(THE RECORDS Opens)

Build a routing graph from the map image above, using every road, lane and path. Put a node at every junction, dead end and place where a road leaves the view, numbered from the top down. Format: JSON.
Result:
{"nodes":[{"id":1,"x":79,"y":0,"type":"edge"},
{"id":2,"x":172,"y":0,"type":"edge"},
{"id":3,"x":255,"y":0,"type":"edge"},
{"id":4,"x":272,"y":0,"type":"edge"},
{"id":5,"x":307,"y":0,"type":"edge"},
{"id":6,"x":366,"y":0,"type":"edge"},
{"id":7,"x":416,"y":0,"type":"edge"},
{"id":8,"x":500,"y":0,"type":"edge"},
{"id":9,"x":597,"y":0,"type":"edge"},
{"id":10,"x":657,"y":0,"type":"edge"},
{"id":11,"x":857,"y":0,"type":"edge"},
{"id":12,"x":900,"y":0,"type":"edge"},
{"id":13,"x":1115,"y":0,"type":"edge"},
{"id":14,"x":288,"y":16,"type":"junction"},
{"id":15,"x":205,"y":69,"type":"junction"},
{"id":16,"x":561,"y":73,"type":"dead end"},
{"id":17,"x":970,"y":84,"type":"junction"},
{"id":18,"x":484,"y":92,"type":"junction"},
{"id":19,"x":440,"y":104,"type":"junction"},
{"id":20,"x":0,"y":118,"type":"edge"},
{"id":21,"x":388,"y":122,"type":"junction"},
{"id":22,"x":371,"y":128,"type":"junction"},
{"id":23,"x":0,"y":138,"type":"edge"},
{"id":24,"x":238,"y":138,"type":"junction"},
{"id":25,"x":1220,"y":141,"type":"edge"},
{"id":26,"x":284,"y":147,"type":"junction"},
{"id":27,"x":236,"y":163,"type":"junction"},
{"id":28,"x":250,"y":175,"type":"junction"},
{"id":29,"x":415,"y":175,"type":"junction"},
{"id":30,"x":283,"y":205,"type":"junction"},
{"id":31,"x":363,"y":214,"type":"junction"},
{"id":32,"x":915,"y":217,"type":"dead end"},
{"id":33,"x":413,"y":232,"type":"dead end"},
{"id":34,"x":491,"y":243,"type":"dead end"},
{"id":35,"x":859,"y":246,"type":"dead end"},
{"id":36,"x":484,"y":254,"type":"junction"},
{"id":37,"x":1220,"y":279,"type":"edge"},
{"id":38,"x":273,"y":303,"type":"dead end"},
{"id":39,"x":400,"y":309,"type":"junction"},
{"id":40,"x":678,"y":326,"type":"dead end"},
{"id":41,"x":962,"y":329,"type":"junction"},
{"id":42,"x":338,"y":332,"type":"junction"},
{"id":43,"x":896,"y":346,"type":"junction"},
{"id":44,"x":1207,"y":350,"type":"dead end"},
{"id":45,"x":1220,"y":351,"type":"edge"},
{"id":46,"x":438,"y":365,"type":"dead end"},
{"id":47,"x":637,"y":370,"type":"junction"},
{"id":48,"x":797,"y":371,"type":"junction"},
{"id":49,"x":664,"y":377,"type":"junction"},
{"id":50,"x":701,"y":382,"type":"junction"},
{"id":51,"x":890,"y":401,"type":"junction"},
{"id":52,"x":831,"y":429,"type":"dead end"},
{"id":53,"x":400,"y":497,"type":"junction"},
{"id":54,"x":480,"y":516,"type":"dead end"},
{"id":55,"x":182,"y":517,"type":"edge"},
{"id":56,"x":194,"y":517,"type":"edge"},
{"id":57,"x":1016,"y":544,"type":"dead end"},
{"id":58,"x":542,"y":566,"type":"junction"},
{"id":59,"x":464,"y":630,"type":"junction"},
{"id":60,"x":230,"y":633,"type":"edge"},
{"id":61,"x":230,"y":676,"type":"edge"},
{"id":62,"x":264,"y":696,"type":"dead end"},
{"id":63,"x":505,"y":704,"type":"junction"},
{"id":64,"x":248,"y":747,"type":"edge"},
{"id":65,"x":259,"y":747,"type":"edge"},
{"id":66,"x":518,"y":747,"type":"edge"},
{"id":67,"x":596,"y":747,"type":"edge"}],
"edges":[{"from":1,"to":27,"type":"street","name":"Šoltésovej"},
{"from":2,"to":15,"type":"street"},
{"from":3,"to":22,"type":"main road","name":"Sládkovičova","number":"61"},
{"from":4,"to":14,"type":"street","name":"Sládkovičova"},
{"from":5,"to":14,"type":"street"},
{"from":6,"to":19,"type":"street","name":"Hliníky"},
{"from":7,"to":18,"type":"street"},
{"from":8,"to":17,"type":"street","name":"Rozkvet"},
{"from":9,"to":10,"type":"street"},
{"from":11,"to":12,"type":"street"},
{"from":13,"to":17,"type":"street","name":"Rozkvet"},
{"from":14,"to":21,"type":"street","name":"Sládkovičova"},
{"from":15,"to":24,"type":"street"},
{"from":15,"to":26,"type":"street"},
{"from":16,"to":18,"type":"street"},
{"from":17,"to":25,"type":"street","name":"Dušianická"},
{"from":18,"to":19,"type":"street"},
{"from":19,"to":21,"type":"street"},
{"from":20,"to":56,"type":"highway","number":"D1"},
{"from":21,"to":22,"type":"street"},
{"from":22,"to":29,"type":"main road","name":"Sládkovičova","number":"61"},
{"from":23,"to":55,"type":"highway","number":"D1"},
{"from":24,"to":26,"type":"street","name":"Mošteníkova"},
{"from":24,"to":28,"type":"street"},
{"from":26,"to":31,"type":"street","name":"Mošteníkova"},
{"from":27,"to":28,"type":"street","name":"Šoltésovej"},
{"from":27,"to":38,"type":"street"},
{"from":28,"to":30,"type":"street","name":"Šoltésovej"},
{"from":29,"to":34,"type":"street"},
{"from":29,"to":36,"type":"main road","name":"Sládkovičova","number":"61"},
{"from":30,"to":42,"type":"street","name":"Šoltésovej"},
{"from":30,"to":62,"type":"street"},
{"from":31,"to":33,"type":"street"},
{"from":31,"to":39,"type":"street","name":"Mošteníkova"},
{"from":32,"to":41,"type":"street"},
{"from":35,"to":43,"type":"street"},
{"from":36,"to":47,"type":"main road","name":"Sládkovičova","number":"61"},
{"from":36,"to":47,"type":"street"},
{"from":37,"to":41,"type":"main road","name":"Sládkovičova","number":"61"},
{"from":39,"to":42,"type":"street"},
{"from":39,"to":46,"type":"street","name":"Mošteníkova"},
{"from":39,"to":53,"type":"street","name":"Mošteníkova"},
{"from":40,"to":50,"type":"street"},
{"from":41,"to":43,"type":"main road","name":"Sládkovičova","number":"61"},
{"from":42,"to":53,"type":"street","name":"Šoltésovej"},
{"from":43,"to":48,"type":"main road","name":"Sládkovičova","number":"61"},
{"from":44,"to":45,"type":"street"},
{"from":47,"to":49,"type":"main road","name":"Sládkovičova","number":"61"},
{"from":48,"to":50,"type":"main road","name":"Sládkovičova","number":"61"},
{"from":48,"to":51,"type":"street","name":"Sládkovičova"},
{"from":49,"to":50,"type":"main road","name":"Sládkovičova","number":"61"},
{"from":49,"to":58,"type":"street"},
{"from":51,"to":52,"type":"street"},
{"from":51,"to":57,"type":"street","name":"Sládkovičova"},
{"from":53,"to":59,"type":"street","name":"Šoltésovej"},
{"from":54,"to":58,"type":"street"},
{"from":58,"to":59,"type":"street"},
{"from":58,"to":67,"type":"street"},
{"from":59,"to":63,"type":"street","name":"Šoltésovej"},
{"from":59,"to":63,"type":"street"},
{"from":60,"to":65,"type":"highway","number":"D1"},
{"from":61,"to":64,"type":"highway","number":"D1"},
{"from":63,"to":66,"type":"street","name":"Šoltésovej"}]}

(THE RECORDS Closes)

GOAL OF THE EXERCISE: Please report how many lines in the records above contain the word "road", and give nothing but the number.

SOLUTION: 11